Negué con la cabeza.
—No, nunca intentó contactarme.
Si alguna vez lo hiciera, lo bloquearía.
Nunca deseo hablar con un tramposo —dije firmemente.
Su mera mención me enfurecía.
Alguien podía ser tan desvergonzado, lo aprendí por las malas.
A veces, todavía me preguntaba cómo habría sido diferente mi vida si Andy no me hubiera traicionado.
Sin mudarme a Ciudad Marica.
Sin conocer a Azul o Karsten.
Sin darme cuenta de que necesitaba descubrirme a mí misma.

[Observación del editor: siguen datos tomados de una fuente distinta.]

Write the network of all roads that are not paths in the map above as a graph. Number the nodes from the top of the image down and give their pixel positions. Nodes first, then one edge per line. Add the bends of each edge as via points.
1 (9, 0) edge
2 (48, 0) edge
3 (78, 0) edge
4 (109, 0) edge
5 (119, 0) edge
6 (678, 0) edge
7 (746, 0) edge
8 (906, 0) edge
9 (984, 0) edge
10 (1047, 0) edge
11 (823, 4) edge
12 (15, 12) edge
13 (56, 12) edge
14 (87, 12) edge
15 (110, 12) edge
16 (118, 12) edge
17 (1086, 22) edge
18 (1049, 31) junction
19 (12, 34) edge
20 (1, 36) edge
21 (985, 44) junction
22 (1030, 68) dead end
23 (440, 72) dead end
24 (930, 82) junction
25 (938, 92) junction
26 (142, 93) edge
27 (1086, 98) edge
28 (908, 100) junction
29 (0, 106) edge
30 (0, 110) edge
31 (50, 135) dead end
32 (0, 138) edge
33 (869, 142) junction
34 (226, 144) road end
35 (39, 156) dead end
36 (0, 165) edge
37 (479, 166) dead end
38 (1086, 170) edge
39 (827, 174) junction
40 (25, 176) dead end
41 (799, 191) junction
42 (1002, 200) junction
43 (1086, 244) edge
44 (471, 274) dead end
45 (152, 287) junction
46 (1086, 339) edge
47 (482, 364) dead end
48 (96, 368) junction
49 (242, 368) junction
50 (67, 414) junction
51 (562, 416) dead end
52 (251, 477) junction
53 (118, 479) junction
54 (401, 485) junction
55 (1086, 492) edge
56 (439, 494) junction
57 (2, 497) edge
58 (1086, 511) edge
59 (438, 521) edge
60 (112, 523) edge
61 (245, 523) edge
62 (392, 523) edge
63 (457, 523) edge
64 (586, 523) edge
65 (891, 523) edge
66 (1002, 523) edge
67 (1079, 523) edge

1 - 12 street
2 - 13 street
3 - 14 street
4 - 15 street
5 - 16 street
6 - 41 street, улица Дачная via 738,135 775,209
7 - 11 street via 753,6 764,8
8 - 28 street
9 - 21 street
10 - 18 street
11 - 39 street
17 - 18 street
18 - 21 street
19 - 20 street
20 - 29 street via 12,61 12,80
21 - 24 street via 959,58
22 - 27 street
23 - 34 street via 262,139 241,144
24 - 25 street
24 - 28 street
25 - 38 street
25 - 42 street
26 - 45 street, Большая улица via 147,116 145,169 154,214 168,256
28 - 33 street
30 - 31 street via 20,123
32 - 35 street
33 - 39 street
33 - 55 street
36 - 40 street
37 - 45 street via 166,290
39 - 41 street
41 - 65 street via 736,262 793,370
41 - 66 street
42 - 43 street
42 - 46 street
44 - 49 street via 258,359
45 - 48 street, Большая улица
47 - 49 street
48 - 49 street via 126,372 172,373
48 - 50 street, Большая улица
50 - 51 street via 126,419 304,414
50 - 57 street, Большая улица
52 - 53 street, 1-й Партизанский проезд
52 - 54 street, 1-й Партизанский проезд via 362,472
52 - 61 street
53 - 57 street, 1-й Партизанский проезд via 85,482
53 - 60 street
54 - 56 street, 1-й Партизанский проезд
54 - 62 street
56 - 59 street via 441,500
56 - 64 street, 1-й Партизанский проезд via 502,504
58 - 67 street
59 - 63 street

Tal vez fue una bendición disfrazada.
—Bien, si alguna vez lo hace, házmelo saber —pronunció Baba amargamente y sabía que tenía todo un plan para arruinarlo.
—Solo olvídalo, Baba.
No vale nuestro tiempo.
Estoy tratando de fingir que fue un mal sueño.
—Eso era parcialmente cierto; principalmente, estaba tratando de olvidarlo follando con un extraño enmascarado, pero Baba no necesitaba saber eso.
—Nunca olvidaré lo que te hizo, Luz de Luna.
Debería estar feliz de estar vivo.
—El odio en las palabras de Baba hacia él era claramente visible, y me incliné y lo abracé.
—Está bien, Baba.
—Él me devolvió el abrazo y colocó un tierno beso en mi cabeza.
Ese que siempre me hacía olvidar todas las dificultades y preocupaciones.
El coche se detuvo cuando llegamos al aeropuerto.
Era hora de dejar ir los recuerdos horribles y las personas asociadas a ellos y tener una semana maravillosa con mi familia y seres queridos.